Community foundations, nonprofit lenders blending strengths

This story is part of a series supported by Northern Initiatives that uplifts equitable small businesses and its ecosystem in Kalamazoo, Battle Creek and Grand Rapids.

Community foundations have found a satisfying way to invest in their communities. They’re investing in nonprofit lenders, who in turn invest in small businesses.

Elissa Sangalli“It’s a great model,” says Elissa Sangalli, president of Northern Initiatives, a Community Development Financial Institution that provides loans and business services throughout Michigan. “Community foundations have the funds and we have the ability to deploy the funds to help small businesses.”

The partnerships between foundations and nonprofit lenders allow both to focus on their strengths, says Janelle Mair, vice president of Community Investment at the Community Foundation for Muskegon County.

“We stay within our area of core competency — strategic grantmaking and investment supports — while supporting small businesses through the CDFI’s skills — supports for businesses that can’t access traditional capital,” she says. 

Northern Initiatives used funds from the foundation’s 2023 investment to help Mari Romero buy a “forever home” for the bakery she has nurtured for 10 years. Yummy Delights by the Lakeshore opened this summer on Hackley Avenue, where Romero is already creating generational wealth. Her daughter Sabrina runs her own cookie business out of Yummy Delights — and both are flourishing.

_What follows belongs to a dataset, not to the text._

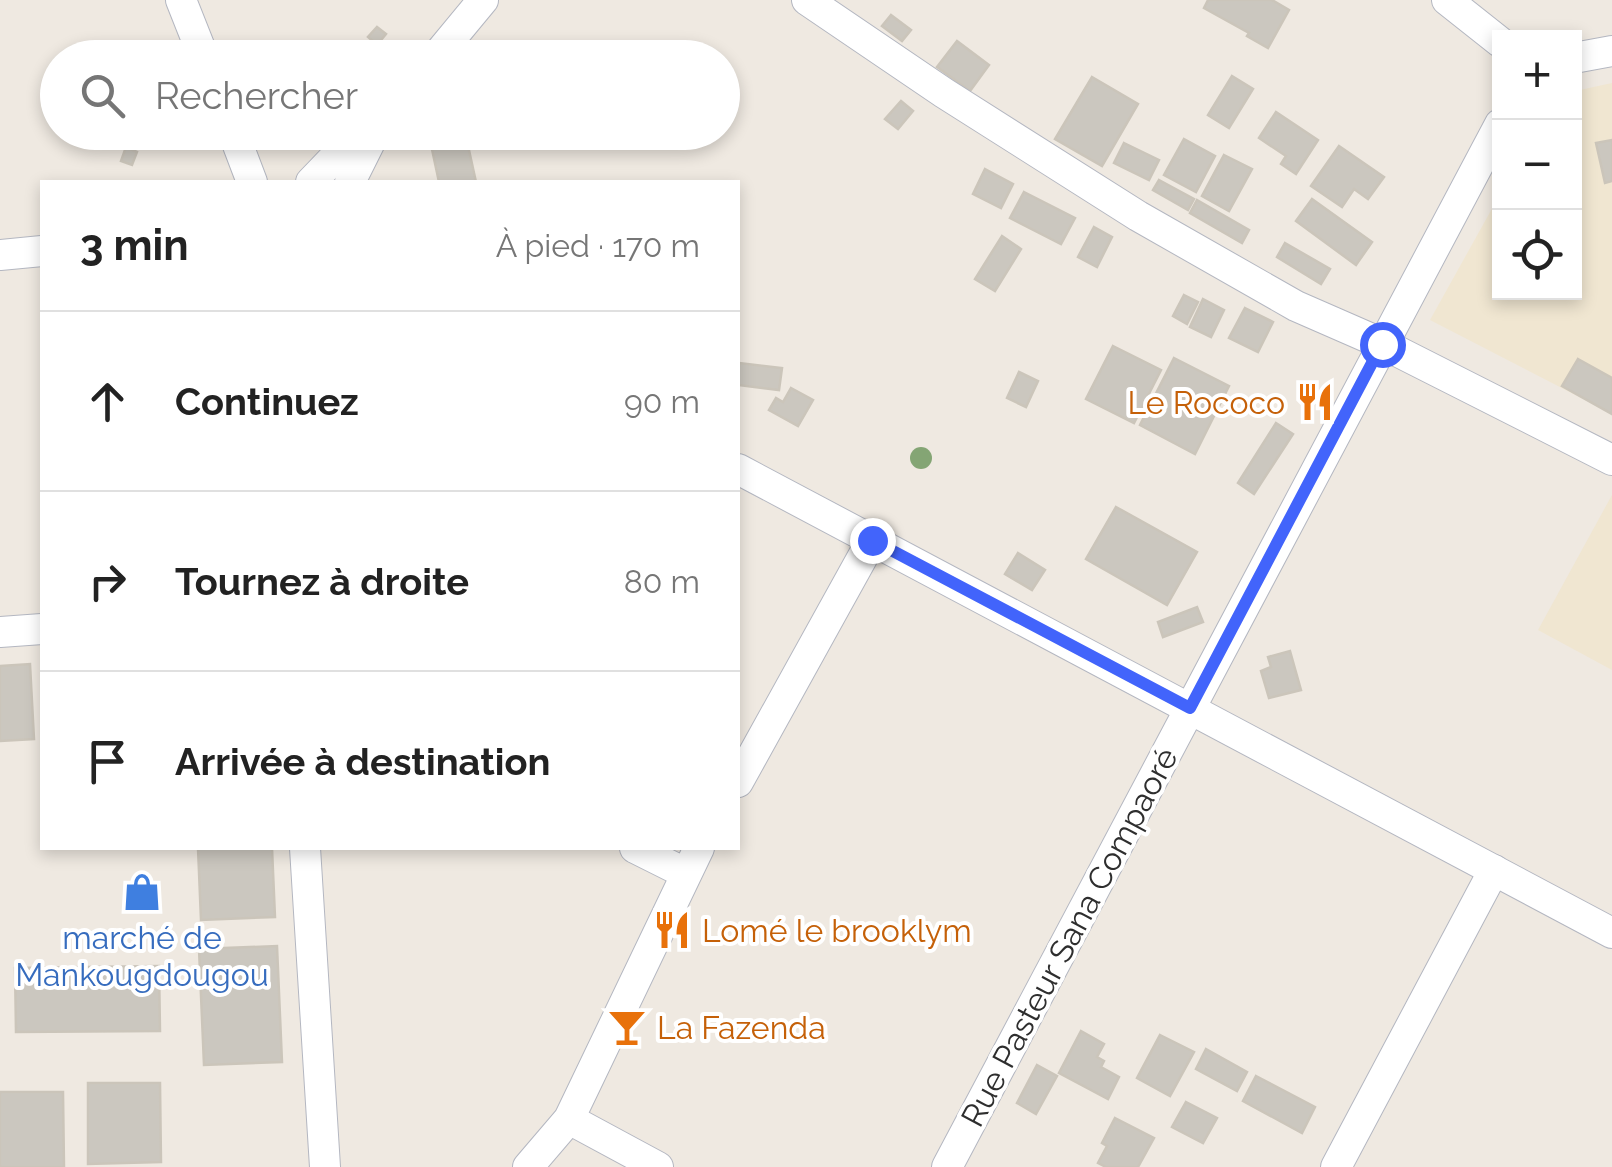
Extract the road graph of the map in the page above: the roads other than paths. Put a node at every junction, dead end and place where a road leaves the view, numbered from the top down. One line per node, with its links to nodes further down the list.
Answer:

The foundation’s investment is also providing pre- and post-loan support for many more entrepreneurs with Northern Initiatives’ newly hired West Michigan-based business coach. More than half of them are entrepreneurs of Color.

Investing in a nonprofit that supports small businesses has allowed the Petoskey-Harbor Springs Area Community Foundation to “move one investment from Wall Street to Main Street,” says David (DJ) Jones, executive director.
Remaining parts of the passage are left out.